▸ **INSTRUCTIONS TO FOLLOW**: Your task is to copy every line below that contains the word "each".

▸ **DATASET EXTRACT**:
Content starts
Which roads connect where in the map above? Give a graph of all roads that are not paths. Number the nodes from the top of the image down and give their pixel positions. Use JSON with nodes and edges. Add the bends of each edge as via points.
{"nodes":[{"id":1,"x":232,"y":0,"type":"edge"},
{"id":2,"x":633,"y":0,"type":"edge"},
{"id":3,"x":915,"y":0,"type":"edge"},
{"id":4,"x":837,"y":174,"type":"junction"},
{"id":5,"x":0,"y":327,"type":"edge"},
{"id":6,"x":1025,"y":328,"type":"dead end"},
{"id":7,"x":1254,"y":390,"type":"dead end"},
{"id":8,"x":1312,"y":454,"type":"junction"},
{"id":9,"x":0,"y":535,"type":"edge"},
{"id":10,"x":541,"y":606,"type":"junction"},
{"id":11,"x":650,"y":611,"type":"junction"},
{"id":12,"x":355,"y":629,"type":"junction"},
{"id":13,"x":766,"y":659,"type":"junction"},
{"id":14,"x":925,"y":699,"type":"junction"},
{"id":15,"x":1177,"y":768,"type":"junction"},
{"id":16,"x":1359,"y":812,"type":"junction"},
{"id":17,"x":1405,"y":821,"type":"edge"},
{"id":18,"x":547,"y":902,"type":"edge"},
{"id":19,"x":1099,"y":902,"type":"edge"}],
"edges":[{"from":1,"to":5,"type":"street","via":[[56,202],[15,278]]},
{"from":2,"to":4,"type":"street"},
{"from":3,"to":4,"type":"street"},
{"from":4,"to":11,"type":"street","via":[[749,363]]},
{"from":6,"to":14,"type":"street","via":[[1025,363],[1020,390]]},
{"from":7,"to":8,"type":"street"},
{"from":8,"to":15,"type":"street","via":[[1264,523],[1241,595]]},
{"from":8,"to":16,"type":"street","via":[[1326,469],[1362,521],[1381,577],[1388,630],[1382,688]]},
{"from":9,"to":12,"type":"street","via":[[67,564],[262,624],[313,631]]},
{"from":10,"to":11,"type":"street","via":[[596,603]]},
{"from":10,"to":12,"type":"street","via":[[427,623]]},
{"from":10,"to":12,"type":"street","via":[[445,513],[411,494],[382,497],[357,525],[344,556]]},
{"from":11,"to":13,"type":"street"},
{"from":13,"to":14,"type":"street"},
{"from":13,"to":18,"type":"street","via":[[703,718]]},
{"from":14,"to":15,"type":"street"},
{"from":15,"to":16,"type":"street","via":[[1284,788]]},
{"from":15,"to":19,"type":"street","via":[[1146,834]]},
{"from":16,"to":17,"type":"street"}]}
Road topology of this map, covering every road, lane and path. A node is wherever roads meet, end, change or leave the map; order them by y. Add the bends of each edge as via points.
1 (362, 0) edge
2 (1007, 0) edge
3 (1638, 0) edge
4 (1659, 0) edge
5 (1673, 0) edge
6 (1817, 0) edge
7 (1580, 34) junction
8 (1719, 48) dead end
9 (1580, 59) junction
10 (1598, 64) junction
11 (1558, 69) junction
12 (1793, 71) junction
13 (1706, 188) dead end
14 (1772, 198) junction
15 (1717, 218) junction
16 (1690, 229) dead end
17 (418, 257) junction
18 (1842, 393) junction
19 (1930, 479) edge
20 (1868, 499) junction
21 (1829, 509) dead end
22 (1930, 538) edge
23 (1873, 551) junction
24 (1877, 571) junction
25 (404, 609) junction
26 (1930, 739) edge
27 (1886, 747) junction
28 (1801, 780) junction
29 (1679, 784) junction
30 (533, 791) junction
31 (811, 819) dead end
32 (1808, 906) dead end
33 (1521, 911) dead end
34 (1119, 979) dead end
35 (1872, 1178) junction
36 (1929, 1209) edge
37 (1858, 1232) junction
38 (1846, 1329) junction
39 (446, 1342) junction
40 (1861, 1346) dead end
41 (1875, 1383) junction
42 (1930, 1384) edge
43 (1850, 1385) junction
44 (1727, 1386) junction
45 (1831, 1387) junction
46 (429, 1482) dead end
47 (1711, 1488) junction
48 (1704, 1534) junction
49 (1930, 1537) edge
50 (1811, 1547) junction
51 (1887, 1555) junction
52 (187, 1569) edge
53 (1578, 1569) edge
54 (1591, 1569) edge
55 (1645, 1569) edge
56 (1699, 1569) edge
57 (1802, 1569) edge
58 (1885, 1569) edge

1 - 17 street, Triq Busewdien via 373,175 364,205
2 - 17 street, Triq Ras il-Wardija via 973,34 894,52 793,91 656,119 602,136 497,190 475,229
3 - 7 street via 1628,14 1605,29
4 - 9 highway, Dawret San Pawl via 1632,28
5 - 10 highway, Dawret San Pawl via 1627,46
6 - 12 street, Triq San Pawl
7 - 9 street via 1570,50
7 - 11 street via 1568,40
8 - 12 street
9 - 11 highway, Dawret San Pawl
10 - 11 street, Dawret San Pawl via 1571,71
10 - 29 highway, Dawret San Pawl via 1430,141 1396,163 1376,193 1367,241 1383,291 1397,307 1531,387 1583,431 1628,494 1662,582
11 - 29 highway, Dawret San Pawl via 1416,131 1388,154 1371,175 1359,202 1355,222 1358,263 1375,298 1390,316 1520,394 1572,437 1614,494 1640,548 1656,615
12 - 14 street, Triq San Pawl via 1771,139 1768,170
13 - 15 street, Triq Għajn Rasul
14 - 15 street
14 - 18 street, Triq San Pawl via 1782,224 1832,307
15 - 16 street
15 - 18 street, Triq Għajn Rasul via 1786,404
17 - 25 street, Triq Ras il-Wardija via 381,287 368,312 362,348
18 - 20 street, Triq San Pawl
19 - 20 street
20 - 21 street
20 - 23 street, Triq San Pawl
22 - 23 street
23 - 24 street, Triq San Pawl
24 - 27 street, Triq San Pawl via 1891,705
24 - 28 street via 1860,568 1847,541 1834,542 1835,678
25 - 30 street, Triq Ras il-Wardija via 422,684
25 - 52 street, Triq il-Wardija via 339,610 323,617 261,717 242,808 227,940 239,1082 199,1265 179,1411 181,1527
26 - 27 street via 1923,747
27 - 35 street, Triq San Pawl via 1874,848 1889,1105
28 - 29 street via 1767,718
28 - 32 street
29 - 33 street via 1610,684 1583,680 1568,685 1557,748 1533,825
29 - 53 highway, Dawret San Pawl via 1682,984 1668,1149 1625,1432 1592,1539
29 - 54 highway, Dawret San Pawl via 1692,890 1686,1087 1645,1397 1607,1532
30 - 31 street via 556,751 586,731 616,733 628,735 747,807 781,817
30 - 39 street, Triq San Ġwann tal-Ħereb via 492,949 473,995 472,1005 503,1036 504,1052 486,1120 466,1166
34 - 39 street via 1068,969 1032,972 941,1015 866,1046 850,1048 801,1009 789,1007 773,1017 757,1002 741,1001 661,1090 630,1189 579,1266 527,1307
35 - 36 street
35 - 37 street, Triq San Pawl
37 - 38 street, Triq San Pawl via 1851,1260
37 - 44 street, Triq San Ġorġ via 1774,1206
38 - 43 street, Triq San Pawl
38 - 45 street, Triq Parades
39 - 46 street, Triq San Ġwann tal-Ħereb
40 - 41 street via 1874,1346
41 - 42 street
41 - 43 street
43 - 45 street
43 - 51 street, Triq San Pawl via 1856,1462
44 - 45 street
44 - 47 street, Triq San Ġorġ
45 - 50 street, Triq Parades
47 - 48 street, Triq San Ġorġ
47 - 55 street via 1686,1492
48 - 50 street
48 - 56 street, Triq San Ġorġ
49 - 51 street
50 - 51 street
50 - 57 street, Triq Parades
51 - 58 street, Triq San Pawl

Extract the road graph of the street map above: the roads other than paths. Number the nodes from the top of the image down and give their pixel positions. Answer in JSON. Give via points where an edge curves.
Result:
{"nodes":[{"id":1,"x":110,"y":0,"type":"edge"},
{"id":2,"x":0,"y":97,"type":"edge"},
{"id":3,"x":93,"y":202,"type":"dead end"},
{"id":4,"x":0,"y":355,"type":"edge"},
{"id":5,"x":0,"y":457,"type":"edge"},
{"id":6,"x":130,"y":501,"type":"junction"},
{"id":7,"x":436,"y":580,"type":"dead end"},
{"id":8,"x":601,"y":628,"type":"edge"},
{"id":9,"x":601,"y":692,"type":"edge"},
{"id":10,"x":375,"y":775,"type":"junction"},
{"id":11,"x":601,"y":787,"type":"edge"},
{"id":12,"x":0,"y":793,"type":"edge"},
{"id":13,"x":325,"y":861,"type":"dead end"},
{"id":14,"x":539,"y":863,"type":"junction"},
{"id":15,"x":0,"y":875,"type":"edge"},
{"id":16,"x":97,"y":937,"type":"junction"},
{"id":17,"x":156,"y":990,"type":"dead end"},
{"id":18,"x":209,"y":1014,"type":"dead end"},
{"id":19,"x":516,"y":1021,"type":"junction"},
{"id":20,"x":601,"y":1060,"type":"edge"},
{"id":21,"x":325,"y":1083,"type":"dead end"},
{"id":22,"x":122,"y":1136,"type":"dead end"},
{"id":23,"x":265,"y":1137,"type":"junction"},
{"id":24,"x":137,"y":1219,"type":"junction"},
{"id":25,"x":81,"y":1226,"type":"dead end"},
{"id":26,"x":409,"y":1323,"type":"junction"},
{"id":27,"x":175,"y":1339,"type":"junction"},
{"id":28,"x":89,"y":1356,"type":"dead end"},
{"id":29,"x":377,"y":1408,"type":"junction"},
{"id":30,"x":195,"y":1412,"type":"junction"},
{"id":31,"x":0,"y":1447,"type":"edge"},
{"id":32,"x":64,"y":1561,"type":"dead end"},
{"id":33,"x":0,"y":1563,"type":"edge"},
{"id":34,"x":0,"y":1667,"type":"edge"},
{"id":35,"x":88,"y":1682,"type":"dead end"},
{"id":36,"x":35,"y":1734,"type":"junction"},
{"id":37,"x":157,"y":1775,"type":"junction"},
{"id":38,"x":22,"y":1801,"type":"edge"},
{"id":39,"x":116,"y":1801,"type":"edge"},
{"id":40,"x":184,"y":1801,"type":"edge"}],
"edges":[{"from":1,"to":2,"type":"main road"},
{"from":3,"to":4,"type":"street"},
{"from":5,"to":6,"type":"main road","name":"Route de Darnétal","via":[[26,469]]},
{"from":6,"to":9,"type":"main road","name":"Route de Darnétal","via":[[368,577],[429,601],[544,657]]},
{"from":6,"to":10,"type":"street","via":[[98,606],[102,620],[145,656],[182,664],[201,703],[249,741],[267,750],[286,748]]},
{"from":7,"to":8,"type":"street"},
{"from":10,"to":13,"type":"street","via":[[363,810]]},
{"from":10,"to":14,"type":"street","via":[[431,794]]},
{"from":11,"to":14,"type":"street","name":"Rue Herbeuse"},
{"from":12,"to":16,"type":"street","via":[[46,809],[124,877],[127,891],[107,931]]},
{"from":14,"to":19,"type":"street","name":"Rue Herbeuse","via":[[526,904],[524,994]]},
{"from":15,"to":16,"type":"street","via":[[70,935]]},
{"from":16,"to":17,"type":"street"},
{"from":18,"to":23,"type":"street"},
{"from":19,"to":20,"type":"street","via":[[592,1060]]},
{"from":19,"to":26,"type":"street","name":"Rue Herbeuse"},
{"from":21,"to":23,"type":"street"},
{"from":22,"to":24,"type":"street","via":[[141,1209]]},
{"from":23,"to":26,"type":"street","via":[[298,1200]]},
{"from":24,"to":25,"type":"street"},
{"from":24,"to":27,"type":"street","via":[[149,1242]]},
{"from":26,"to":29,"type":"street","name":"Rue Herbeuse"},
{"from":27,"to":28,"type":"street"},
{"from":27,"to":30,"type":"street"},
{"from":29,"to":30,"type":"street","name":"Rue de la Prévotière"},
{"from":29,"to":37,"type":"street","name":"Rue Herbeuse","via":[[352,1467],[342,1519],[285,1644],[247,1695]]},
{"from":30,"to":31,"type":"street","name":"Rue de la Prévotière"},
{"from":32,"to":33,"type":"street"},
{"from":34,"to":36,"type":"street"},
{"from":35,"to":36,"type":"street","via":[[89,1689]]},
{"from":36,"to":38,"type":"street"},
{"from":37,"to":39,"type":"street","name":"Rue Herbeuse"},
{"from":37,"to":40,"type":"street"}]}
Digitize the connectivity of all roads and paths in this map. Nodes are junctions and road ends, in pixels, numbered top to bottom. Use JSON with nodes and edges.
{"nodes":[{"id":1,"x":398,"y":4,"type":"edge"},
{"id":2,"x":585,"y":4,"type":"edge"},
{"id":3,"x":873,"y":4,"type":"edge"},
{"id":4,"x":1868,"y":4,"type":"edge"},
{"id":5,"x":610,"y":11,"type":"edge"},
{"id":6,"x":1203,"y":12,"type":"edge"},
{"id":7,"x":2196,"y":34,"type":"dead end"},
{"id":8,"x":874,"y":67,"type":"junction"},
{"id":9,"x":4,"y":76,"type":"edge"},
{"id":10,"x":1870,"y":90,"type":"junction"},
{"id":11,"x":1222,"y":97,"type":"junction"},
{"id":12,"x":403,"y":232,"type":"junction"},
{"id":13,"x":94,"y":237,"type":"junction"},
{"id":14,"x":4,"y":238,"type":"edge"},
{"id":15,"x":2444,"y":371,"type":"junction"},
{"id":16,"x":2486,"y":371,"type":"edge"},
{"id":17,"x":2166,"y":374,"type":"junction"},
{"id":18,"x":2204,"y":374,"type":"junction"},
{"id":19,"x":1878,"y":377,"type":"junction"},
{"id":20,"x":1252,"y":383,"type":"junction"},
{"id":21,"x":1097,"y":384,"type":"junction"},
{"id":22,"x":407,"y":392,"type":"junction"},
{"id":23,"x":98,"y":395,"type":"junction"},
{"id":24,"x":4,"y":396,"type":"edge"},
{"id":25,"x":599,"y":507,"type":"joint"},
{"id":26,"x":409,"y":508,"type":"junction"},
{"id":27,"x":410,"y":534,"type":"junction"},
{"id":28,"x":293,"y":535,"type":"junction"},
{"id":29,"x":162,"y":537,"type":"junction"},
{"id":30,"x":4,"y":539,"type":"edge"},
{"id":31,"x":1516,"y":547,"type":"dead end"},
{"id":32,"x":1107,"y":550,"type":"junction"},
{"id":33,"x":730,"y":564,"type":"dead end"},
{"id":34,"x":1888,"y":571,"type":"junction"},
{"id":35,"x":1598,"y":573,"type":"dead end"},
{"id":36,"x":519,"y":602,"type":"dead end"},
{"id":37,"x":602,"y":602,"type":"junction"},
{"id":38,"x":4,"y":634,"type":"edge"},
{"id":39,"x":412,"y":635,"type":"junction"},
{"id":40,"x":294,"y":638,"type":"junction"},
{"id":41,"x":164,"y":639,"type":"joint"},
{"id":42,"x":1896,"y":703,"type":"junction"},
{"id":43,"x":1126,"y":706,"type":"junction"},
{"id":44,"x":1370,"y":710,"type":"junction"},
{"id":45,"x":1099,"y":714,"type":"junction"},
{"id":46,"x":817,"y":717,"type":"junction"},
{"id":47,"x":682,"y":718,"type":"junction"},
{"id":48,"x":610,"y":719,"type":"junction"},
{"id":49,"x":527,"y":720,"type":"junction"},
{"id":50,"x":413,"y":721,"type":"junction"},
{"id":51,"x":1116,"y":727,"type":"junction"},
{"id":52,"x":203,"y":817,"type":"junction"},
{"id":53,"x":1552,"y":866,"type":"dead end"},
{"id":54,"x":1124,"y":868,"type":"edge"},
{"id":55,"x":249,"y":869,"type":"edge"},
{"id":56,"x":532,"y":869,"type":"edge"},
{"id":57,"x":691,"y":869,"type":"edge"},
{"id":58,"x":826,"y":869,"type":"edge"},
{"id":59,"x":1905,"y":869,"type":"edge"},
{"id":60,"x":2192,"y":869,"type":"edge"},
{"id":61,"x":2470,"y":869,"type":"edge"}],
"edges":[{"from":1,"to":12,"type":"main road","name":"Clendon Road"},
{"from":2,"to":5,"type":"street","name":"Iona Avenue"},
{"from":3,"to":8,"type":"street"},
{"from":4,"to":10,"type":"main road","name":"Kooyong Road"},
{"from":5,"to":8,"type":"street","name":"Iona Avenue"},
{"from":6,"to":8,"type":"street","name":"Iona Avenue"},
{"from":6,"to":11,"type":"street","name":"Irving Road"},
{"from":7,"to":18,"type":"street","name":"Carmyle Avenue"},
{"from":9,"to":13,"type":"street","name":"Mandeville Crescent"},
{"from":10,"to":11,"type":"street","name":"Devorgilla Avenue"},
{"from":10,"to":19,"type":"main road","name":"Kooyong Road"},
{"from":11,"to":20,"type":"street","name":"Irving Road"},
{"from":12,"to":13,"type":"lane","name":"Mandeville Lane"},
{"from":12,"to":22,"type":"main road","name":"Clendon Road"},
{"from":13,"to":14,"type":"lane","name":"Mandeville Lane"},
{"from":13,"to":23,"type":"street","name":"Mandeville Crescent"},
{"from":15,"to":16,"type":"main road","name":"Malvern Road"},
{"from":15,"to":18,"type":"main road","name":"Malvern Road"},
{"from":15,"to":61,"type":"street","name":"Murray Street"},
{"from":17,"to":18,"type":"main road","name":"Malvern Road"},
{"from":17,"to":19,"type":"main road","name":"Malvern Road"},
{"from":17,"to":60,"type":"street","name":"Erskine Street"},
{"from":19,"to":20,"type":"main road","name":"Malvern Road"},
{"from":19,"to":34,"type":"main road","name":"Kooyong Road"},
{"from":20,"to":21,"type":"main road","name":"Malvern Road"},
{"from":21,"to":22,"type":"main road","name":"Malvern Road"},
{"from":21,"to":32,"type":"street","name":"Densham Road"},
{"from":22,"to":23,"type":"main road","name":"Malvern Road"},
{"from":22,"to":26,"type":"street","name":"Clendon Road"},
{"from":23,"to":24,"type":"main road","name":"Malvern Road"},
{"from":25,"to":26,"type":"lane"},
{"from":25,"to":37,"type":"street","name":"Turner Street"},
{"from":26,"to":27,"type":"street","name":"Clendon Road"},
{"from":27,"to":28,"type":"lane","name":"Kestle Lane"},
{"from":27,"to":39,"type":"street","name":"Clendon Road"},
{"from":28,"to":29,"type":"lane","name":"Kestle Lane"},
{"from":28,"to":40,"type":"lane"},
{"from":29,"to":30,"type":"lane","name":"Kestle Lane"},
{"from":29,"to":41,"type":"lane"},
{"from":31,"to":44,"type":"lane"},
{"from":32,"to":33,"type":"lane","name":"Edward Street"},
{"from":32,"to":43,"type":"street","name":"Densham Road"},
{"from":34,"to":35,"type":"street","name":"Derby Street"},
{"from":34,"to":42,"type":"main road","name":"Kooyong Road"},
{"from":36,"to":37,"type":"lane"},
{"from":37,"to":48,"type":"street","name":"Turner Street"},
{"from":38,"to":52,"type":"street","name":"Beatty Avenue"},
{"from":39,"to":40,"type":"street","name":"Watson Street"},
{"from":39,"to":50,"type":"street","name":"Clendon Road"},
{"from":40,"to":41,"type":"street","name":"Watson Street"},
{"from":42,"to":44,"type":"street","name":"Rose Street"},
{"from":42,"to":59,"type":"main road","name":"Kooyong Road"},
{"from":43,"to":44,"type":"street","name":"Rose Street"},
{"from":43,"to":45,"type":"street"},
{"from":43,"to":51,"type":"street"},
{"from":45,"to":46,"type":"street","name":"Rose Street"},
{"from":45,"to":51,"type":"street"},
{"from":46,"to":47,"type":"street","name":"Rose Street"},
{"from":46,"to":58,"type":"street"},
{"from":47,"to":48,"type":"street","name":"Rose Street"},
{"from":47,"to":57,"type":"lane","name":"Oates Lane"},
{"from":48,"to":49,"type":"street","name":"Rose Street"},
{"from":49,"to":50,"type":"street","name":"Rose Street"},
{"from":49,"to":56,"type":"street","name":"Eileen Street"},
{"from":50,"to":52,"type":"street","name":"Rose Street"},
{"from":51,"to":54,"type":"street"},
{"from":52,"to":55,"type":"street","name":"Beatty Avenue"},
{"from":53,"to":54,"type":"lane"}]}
Content ends
▸ **SOLUTION**:
Which roads connect where in the map above? Give a graph of all roads that are not paths. Number the nodes from the top of the image down and give their pixel positions. Use JSON with nodes and edges. Add the bends of each edge as via points.
Road topology of this map, covering every road, lane and path. A node is wherever roads meet, end, change or leave the map; order them by y. Add the bends of each edge as via points.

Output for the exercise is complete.